W 2014 roku do szkół obowiązkowo pójdą dzieci urodzone w pierwszej połowie 2008 roku. W roku następnym - urodzone w drugiej połowie 2008 roku. Klasy te będą liczyły maksymalnie 25 dzieci.
Rodzice sześciolatków boją się wcześniejszego pójścia do szkoły swoich pociech. Obawy są związane nie tylko z podjęciem nauki rok wcześniej, ale również z przyjęciem tego faktu przez dzieci i ich rówieśników oraz z wątpliwościami dotyczącymi programu nauczania. Poradnia Psychologiczno-Pedagogiczna nr 1 przeżywała oblężenie, bowiem wydaje ona opinie o gotowości szkolnej lub jej odroczeniu. W tym roku PPP nr 1 wydała ponad 400 odroczeń głównie dla sześciolatków, które w tym roku miały rozpocząć swoją edukację w szkole podstawowej.
Jak informowała nas Grażyna Woźniak, dyrektorka PPP nr 1, dużo rodziców jest zaniepokojonych, że ich dzieci nie poradzą sobie z programem w kl. 1 i dlatego jest bardzo duża ilość zgłoszeń dzieci na badania pod kątem gotowości szkolnej.
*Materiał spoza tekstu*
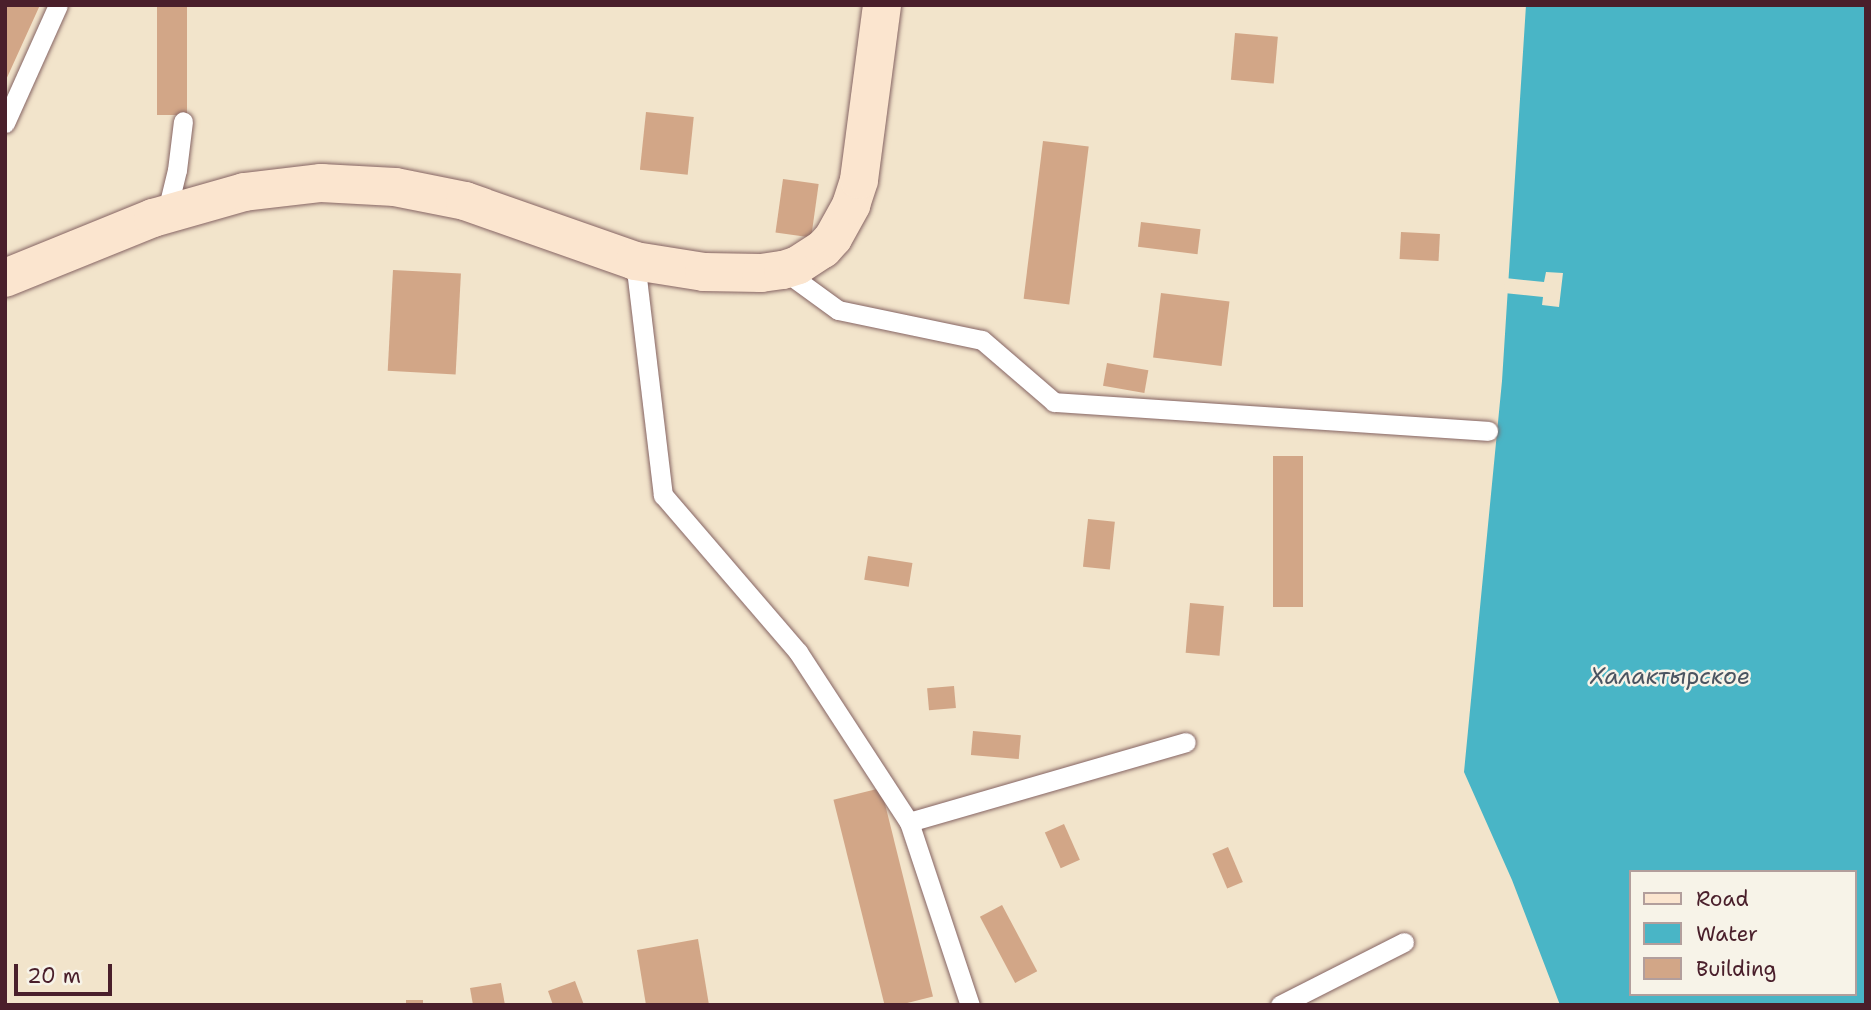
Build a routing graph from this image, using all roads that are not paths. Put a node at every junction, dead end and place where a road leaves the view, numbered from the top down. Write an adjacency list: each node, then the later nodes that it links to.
1 (58, 5): 4 (lane)
2 (882, 5): 7 (street)
3 (183, 121): 5 (lane)
4 (5, 123)
5 (166, 215): 6 (street); 8 (street)
6 (635, 261): 7 (street); 11 (lane)
7 (783, 270): 9 (lane)
8 (5, 278)
9 (1488, 431)
10 (1186, 742): 11 (lane)
11 (909, 822): 13 (lane)
12 (1404, 942): 14 (lane)
13 (970, 1005)
14 (1280, 1005)

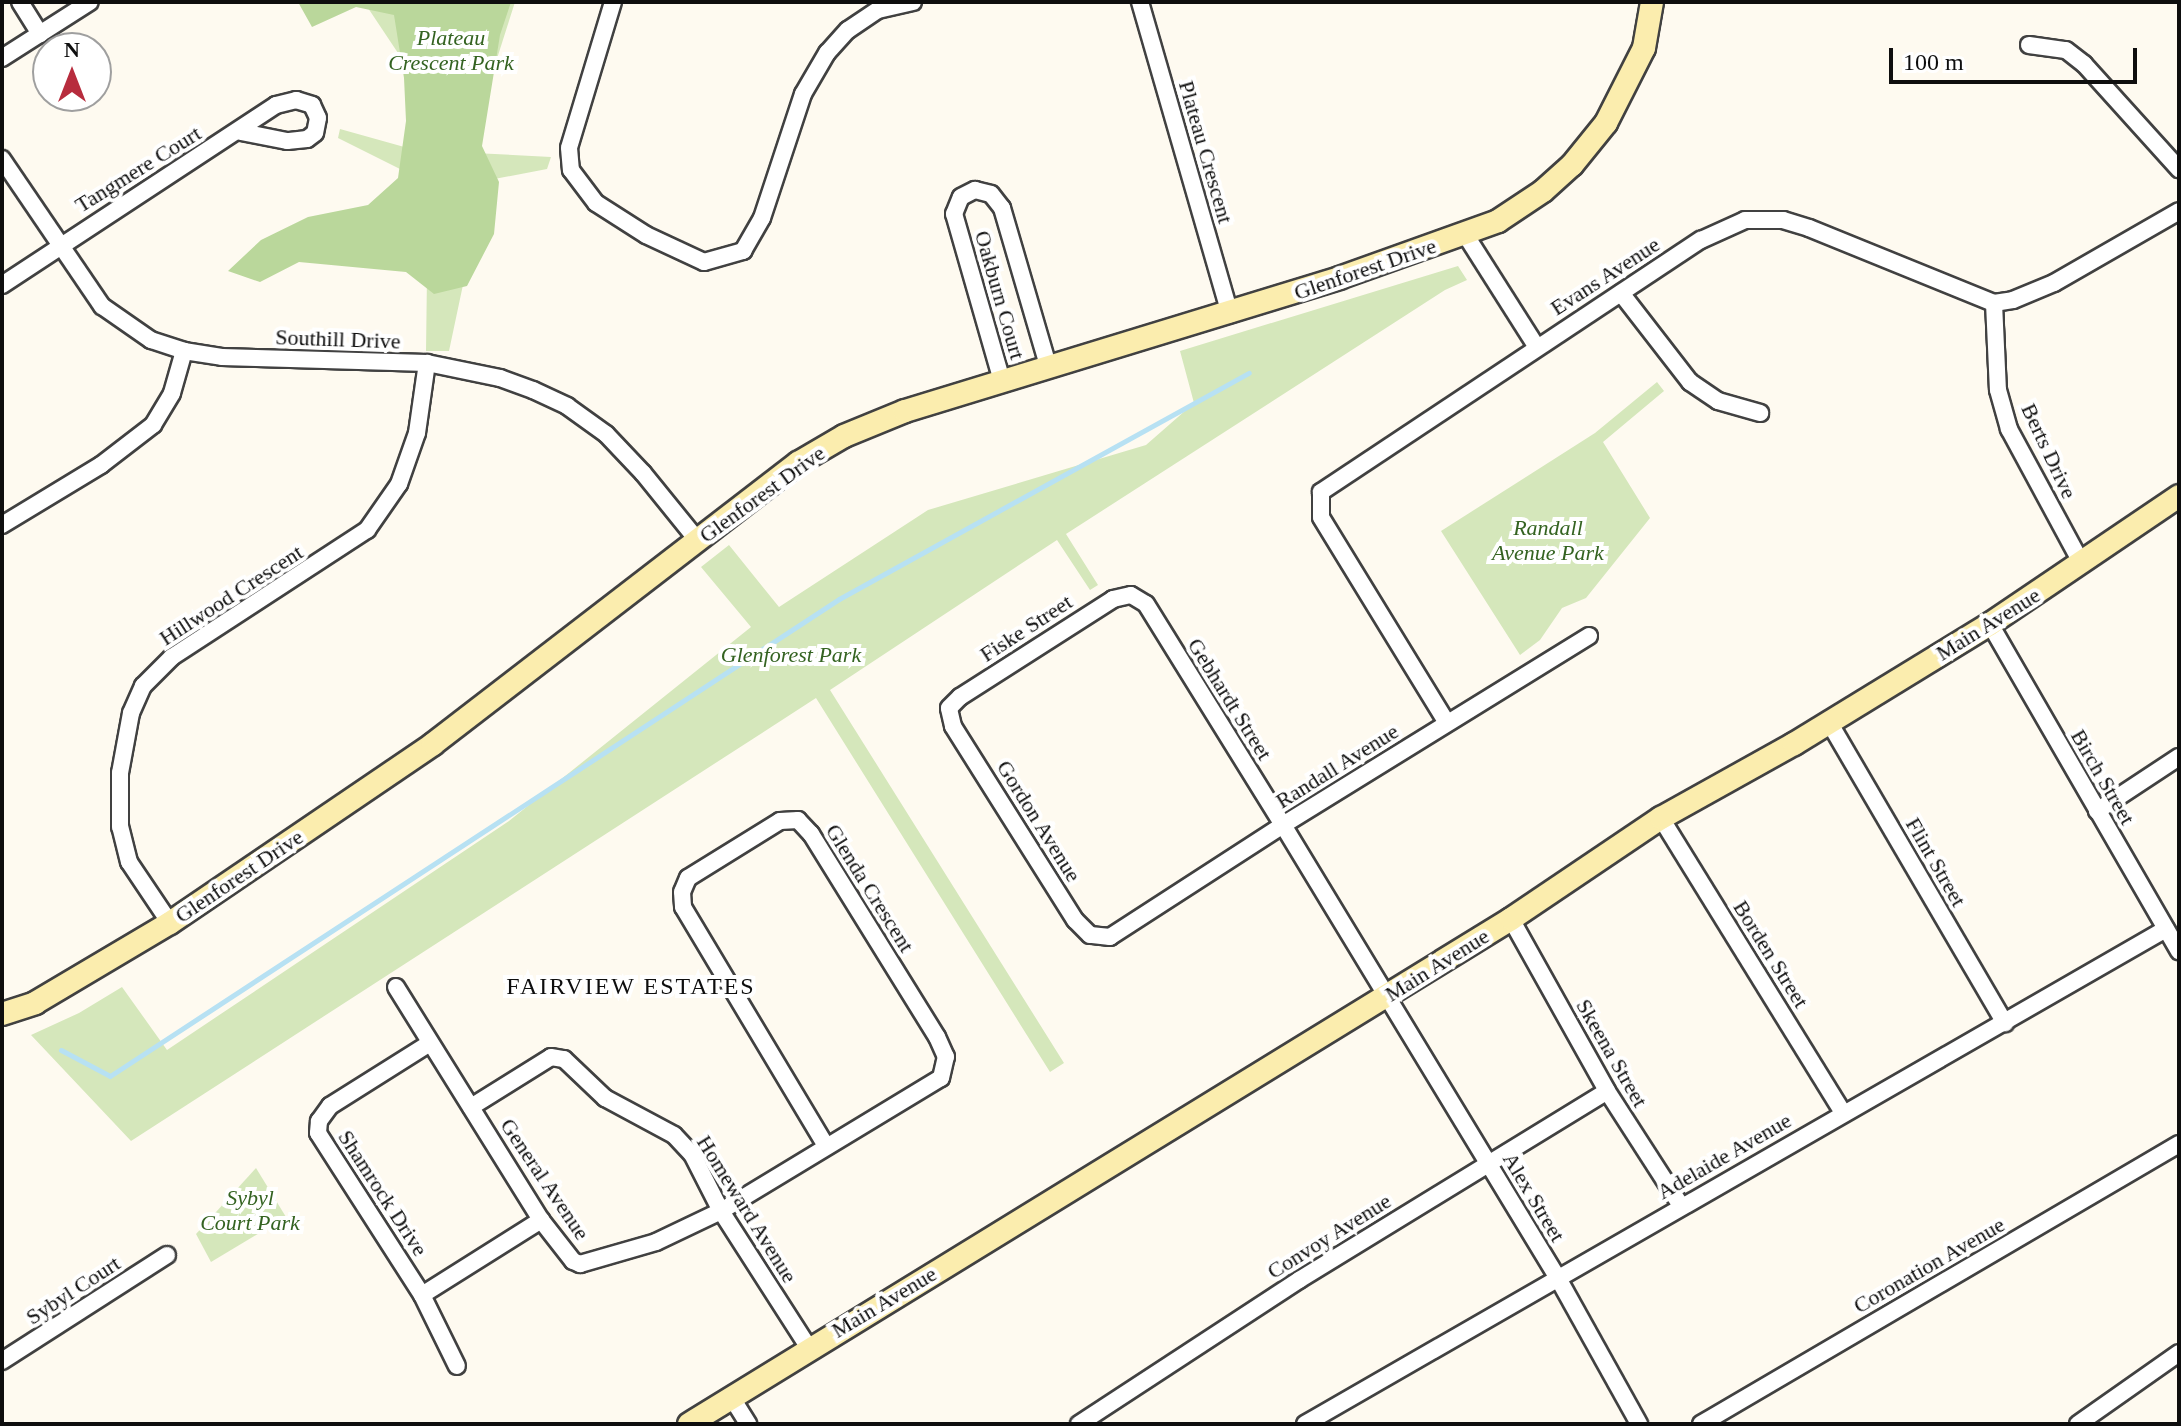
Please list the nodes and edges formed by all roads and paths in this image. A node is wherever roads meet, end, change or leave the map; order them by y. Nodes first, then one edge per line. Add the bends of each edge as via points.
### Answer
1 (20, 2) edge
2 (90, 2) edge
3 (613, 2) edge
4 (913, 2) edge
5 (1140, 2) edge
6 (1652, 2) edge
7 (39, 32) edge
8 (43, 32) edge
9 (32, 39) edge
10 (2029, 45) dead end
11 (2, 58) edge
12 (241, 132) dead end
13 (2, 159) edge
14 (2179, 169) edge
15 (2179, 211) edge
16 (1465, 234) junction
17 (59, 245) junction
18 (2, 285) edge
19 (1621, 293) junction
20 (1994, 303) junction
21 (1230, 314) junction
22 (1536, 346) junction
23 (184, 351) junction
24 (427, 363) junction
25 (1048, 365) junction
26 (1002, 381) junction
27 (1760, 413) dead end
28 (2178, 499) edge
29 (2, 525) edge
30 (698, 541) junction
31 (2082, 564) junction
32 (1131, 595) joint
33 (1990, 624) junction
34 (1589, 636) dead end
35 (949, 708) joint
36 (1829, 722) junction
37 (1447, 723) junction
38 (2179, 757) edge
39 (2097, 811) junction
40 (1661, 818) junction
41 (1283, 825) junction
42 (1511, 919) junction
43 (170, 923) junction
44 (2166, 929) junction
45 (1110, 937) joint
46 (2179, 951) edge
47 (396, 987) dead end
48 (1387, 996) junction
49 (2, 1014) edge
50 (2005, 1023) junction
51 (430, 1043) junction
52 (1607, 1091) junction
53 (471, 1107) junction
54 (1843, 1113) junction
55 (2179, 1144) edge
56 (826, 1146) junction
57 (1487, 1163) junction
58 (1681, 1206) junction
59 (721, 1211) junction
60 (541, 1220) junction
61 (167, 1255) dead end
62 (1559, 1280) junction
63 (422, 1295) junction
64 (809, 1348) junction
65 (2179, 1353) edge
66 (2, 1361) edge
67 (457, 1366) dead end
68 (732, 1398) junction
69 (689, 1424) edge
70 (748, 1424) edge
71 (1079, 1424) edge
72 (1305, 1424) edge
73 (1639, 1424) edge
74 (1701, 1424) edge
75 (2078, 1424) edge

1 - 7 street
2 - 8 street
3 - 4 street via 569,148 571,170 596,203 646,235 704,262 743,251 762,218 803,94 827,53 848,30 878,10
5 - 21 street, Plateau Crescent
6 - 16 street, Glenforest Drive via 1644,48 1593,141 1543,191 1498,221
9 - 11 street
10 - 14 street via 2066,50 2084,64
12 - 17 street, Tangmere Court
13 - 17 street, Southill Drive
15 - 20 street via 2054,283
16 - 21 street, Glenforest Drive
16 - 22 street
17 - 18 street, Tangmere Court
17 - 23 street, Southill Drive via 102,306 151,340
19 - 20 street, Evans Avenue via 1725,226 1764,217 1809,228
19 - 22 street, Evans Avenue
19 - 27 street via 1690,382 1718,401
20 - 31 street, Berts Drive via 1998,390 2009,429
21 - 25 street, Glenforest Drive
22 - 37 street, Evans Avenue via 1321,492 1321,517
23 - 24 street, Southill Drive via 222,357
23 - 29 street via 172,393 153,425 101,465
24 - 30 street, Southill Drive via 500,378 567,406 606,434
24 - 43 street, Hillwood Crescent via 417,433 399,484 367,530 172,657 143,686 131,713 120,773 120,827 129,862
25 - 26 street, Glenforest Drive
25 - 26 street, Oakburn Court via 1002,208 991,194 975,190 961,197 954,214
26 - 30 street, Glenforest Drive via 844,436 798,463
28 - 31 street, Main Avenue
30 - 43 street, Glenforest Drive via 433,744
31 - 33 street, Main Avenue
32 - 35 street, Fiske Street via 1113,599
32 - 41 street, Gebhardt Street via 1146,604
33 - 36 street, Main Avenue
33 - 39 street, Birch Street
34 - 37 street, Randall Avenue
35 - 45 street, Gordon Avenue via 953,726 1075,920 1090,935
36 - 40 street, Main Avenue
36 - 50 street, Flint Street
37 - 41 street, Randall Avenue
38 - 39 street
39 - 44 street, Birch Street
40 - 42 street, Main Avenue
40 - 54 street, Borden Street
41 - 45 street, Randall Avenue
41 - 48 street, Gebhardt Street
42 - 48 street, Main Avenue
42 - 52 street, Skeena Street
43 - 49 street, Glenforest Drive via 35,1003
44 - 46 street, Birch Street
44 - 50 street, Adelaide Avenue
47 - 51 street, General Avenue
48 - 57 street, Alex Street
48 - 64 street, Main Avenue
50 - 54 street, Adelaide Avenue
51 - 53 street, General Avenue
51 - 63 street, Shamrock Drive via 330,1106 318,1133
52 - 57 street, Convoy Avenue
52 - 58 street, Skeena Street
53 - 59 street, Homeward Avenue via 551,1057 564,1059 605,1098 674,1135 692,1154
53 - 60 street, General Avenue
54 - 58 street, Adelaide Avenue
55 - 74 street, Coronation Avenue
56 - 56 street, Glenda Crescent via 941,1078 946,1057 811,834 798,820 780,821 688,878 683,907
56 - 59 street, Glenda Crescent
57 - 62 street, Alex Street
57 - 71 street, Convoy Avenue
58 - 62 street, Adelaide Avenue
59 - 60 street, General Avenue via 656,1242 580,1264
59 - 64 street, Homeward Avenue
60 - 63 street
61 - 66 street, Sybyl Court
62 - 72 street, Adelaide Avenue
62 - 73 street, Alex Street
63 - 67 street, Shamrock Drive
64 - 68 street, Main Avenue
65 - 75 street
68 - 69 street, Main Avenue
68 - 70 street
Co konkretnie badają psycholodzy i pedagodzy w poradni?
- Badając dojrzałość szkolną, diagnozujemy poziom rozwoju poznawczego, emocjonalnego, społecznego, ruchowego, funkcji percepcyjno - motorycznych oraz stopień opanowania przez dziecko wiadomości i umiejętności ważnych w nauce szkolnej. Uwzględniamy również diagnozę gotowości szkolnej dokonanej przez nauczyciela przedszkola lub szkoły. Dopiero wtedy możemy określić, czy dziecko jest dojrzałe do podjęcia obowiązku szkolnego czy też nie. Biorąc powyższe pod uwagę wydajemy opinię o odroczeniu rozpoczęcia spełniania przez dziecko obowiązku szkolnego - tłumaczy Grażyna Woźniak.
Magdalena Bednarek, mama sześcioletniego Antosia, wykonała już takie badania swojego syna rok wcześniej, by uniknąć kłopotów w tym roku.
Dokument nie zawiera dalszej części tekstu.